The Sine$_\beta$ operator

We show that Sine$_\beta$, the bulk limit of the Gaussian $\beta$-ensembles is the spectrum of a self-adjoint random differential operator \[ f\to 2 {R_t^{-1}} \left[ \begin{array}{cc} 0 &-\tfrac{d}{dt} \tfrac{d}{dt} &0 \end{array} \right] f, \qquad f:[0,1)\to \mathbb R^2, \] where $R_t$ is the positive definite matrix representation of hyperbolic Brownian motion with variance $4/\beta$ in logarithmic time. The result connects the Montgomery-Dyson conjecture about the Sine$_2$ process and the non-trivial zeros of the Riemann zeta function, the Hilbert-P\'olya conjecture and de Brange's attempt to prove the Riemann hypothesis.
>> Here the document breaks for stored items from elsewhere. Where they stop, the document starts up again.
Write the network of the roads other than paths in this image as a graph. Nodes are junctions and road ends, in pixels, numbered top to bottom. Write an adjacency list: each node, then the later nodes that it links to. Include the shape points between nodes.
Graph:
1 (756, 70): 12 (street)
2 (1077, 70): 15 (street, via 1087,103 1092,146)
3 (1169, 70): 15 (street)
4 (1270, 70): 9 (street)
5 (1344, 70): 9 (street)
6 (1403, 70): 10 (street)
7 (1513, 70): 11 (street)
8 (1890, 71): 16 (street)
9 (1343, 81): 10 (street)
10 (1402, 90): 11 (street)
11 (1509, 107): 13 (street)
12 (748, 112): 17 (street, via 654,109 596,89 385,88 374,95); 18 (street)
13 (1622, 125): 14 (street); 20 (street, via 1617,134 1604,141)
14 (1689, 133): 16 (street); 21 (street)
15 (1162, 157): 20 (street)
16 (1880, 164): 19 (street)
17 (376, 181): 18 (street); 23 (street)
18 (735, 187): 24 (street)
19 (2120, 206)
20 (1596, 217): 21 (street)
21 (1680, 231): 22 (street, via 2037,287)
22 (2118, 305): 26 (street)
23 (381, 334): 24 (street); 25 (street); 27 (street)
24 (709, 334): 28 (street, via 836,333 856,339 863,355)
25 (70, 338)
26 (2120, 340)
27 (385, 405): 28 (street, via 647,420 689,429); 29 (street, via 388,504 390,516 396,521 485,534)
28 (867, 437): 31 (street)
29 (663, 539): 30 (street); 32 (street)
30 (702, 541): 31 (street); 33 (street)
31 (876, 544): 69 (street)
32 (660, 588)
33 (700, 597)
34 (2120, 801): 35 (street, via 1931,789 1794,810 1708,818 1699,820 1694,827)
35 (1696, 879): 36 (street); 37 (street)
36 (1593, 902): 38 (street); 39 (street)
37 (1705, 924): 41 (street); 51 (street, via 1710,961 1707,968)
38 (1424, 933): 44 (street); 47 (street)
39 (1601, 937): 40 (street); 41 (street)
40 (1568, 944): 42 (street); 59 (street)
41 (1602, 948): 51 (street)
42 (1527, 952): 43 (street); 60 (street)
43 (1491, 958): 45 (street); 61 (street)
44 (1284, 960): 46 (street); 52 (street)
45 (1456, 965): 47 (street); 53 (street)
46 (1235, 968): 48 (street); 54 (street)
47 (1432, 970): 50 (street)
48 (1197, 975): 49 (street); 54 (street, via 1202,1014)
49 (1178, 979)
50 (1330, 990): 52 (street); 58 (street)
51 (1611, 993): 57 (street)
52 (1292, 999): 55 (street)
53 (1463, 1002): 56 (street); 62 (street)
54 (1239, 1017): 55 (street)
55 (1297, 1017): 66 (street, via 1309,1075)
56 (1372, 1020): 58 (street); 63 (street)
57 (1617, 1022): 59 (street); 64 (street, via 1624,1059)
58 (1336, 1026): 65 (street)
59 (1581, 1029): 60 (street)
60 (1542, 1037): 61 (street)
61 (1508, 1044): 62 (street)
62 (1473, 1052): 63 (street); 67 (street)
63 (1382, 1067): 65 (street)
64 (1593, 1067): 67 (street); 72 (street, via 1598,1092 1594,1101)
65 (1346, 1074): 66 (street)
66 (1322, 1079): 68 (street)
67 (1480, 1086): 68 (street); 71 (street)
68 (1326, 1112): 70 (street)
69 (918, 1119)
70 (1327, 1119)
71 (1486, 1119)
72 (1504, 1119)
We identify the Brownian carousel as the Sturm-Liouville phase function of this operator. We provide similar operator representations for several other finite dimensional random ensembles and their limits: finite unitary or orthogonal ensembles, Hua-Pickrell ensembles and their limits, hard-edge $\beta$-ensembles, as well as the Schr\"odinger point process. In this more general setting, hyperbolic Brownian motion is replaced by a random walk or Brownian motion on the affine group. Our approach provides a unified framework to study $\beta$-ensembles that has so far been missing in the literature. In particular, we connect It\^o's classification of affine Brownian motions with the classification of limits of random matrix ensembles.